A Colômbia não vai se transformar num passe de mágica. Será uma corrida de obstáculos, até se endereçar o rumo traçado para a paz. O primeiro obstáculo será o plebiscito de dia 2 de outubro. O segundo, a implementação dos acordos de paz.

Há temas transcendentes cujo diagnóstico ficaram plasmados nas mais de 200 páginas do acordo, e que hoje se transformam em desafios imediatos: a pedagogia para entender os acordos, seu cumprimento, o tema dos grupos paramilitares de direita e seu desarmamento e as soluções para outros vários conflitos sociais, econômicos e políticos relacionados com a falta de garantias em saúde, educação, investimento social, emprego e serviços públicos.

Também existe o risco de que o “não” ganhe o plebiscito. O exemplo do ocorrido no Reino Unido com o “brexit” serve de alerta. É necessário uma estratégia para explicar os acordos: a maioria da população está tomando decisões baseadas não numa leitura e análise dos acordos, mas sim na informação da imprensa, a que reflete os interesses do poder fático.

Até hoje, o governo descumpriu 87% dos acordos com diversos setores sociais, após greves e manifestações por condições dignas de saúde, educação, trabalho e desenvolvimento agrário.

O próprio conceito de paz deve chegar a toda a cidadania, tanto as comunidades rurais e urbanas, incluindo aos que foram vítimas diretas do conflito armado quanto os que viveram a guerra através das telas de seus televisores. O número de distritos especiais, vagas diretas para as FARC no Congresso, ou o número de hectares disponíveis ao fundo de terras, foram alguns dos temas que só se resolveram no acordo final, e que a cidadania desconhece até hoje.

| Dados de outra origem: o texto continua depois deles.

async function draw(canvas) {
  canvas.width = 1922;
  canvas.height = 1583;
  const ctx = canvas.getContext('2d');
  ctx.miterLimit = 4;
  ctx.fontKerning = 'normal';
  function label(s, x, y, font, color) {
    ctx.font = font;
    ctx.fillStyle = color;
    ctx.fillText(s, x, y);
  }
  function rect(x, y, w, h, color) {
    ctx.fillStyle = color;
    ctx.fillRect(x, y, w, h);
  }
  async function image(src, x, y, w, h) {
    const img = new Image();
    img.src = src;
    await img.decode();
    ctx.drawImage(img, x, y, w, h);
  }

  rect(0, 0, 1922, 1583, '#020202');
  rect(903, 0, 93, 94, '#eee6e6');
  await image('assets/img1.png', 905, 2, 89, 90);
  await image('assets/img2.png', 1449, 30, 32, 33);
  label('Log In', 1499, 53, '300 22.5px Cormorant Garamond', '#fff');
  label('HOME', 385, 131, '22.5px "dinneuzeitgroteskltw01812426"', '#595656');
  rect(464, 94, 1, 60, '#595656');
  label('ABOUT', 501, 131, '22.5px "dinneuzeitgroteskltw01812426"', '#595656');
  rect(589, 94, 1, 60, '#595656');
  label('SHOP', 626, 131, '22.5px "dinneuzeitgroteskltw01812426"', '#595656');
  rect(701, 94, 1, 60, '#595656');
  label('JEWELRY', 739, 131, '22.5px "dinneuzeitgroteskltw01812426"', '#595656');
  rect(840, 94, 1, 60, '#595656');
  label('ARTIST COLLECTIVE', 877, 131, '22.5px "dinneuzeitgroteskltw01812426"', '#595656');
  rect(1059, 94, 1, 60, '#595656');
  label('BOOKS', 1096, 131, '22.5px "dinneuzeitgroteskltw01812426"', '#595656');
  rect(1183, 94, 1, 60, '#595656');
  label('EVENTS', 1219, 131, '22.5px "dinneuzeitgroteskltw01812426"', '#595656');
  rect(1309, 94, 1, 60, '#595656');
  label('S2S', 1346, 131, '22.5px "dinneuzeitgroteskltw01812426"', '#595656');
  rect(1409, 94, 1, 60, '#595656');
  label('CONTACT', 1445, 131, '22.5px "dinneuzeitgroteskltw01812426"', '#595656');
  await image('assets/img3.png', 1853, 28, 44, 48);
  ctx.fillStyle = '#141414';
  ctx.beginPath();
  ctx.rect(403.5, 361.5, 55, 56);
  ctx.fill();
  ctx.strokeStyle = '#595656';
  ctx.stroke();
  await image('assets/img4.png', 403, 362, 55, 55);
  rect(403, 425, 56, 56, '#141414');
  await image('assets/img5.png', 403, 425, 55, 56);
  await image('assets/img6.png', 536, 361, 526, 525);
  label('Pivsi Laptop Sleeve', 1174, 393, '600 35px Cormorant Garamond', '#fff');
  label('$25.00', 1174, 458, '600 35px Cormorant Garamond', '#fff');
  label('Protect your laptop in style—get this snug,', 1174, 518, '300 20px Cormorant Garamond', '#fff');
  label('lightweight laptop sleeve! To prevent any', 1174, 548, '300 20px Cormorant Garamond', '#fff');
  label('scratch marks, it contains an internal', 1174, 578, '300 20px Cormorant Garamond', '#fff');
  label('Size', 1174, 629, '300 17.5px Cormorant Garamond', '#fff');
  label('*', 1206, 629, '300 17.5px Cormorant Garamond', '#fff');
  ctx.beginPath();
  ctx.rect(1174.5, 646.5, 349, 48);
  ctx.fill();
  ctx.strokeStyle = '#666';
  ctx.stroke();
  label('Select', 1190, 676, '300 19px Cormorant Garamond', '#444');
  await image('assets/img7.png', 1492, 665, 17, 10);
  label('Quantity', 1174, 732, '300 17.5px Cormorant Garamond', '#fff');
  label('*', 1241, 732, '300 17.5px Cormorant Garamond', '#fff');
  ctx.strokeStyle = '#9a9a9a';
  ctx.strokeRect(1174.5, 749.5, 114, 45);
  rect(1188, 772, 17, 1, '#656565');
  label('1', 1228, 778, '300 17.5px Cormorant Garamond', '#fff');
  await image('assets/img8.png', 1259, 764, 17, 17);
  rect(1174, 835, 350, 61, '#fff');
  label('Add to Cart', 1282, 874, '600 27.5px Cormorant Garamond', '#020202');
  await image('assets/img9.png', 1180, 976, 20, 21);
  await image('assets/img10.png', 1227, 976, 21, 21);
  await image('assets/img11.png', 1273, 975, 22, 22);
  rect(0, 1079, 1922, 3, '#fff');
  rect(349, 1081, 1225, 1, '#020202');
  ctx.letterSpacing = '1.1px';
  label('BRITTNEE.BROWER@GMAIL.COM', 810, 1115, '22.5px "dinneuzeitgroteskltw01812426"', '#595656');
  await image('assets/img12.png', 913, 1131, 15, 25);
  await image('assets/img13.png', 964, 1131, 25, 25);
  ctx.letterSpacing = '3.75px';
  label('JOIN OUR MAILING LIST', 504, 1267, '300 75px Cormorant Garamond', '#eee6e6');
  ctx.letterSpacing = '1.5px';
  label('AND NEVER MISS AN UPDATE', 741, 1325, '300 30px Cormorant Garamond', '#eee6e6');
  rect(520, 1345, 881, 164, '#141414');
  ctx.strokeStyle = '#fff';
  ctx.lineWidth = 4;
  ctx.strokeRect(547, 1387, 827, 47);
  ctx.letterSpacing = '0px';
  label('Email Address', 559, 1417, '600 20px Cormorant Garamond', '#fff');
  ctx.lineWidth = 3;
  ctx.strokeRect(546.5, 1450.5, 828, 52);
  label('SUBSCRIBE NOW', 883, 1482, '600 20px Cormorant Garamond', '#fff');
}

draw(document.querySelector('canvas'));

O Estado deve dar as garantias necessárias para a integridade dos guerrilheiros, para que se reintegrem à vida civil, e para isso é imprescindível o desmantelamento real e efetivo dos grupos paramilitares de direita, que estão presentes em 22 departamentos mantêm 88 municípios em situação de extremo risco extremo – só em 2015, essas milícias participaram em 1064 casos de violações aos direitos humanos, entre ameaças, atentados, torturas, estupros e execuções.

O paramilitarismo não é uma ameaça somente para as FARC, mas também para defensores dos direitos humanos, que temem que se possa caminhar para uma situação semelhante a que o país viveu no genocídio cometido nos Anos 80 pela União Patriótica, e também que continuem as ameaças contra aqueles que denunciam a persistência das violações aos direitos humanos contra os que querem recuperar suas terras, ou simplesmente trabalhar pela paz.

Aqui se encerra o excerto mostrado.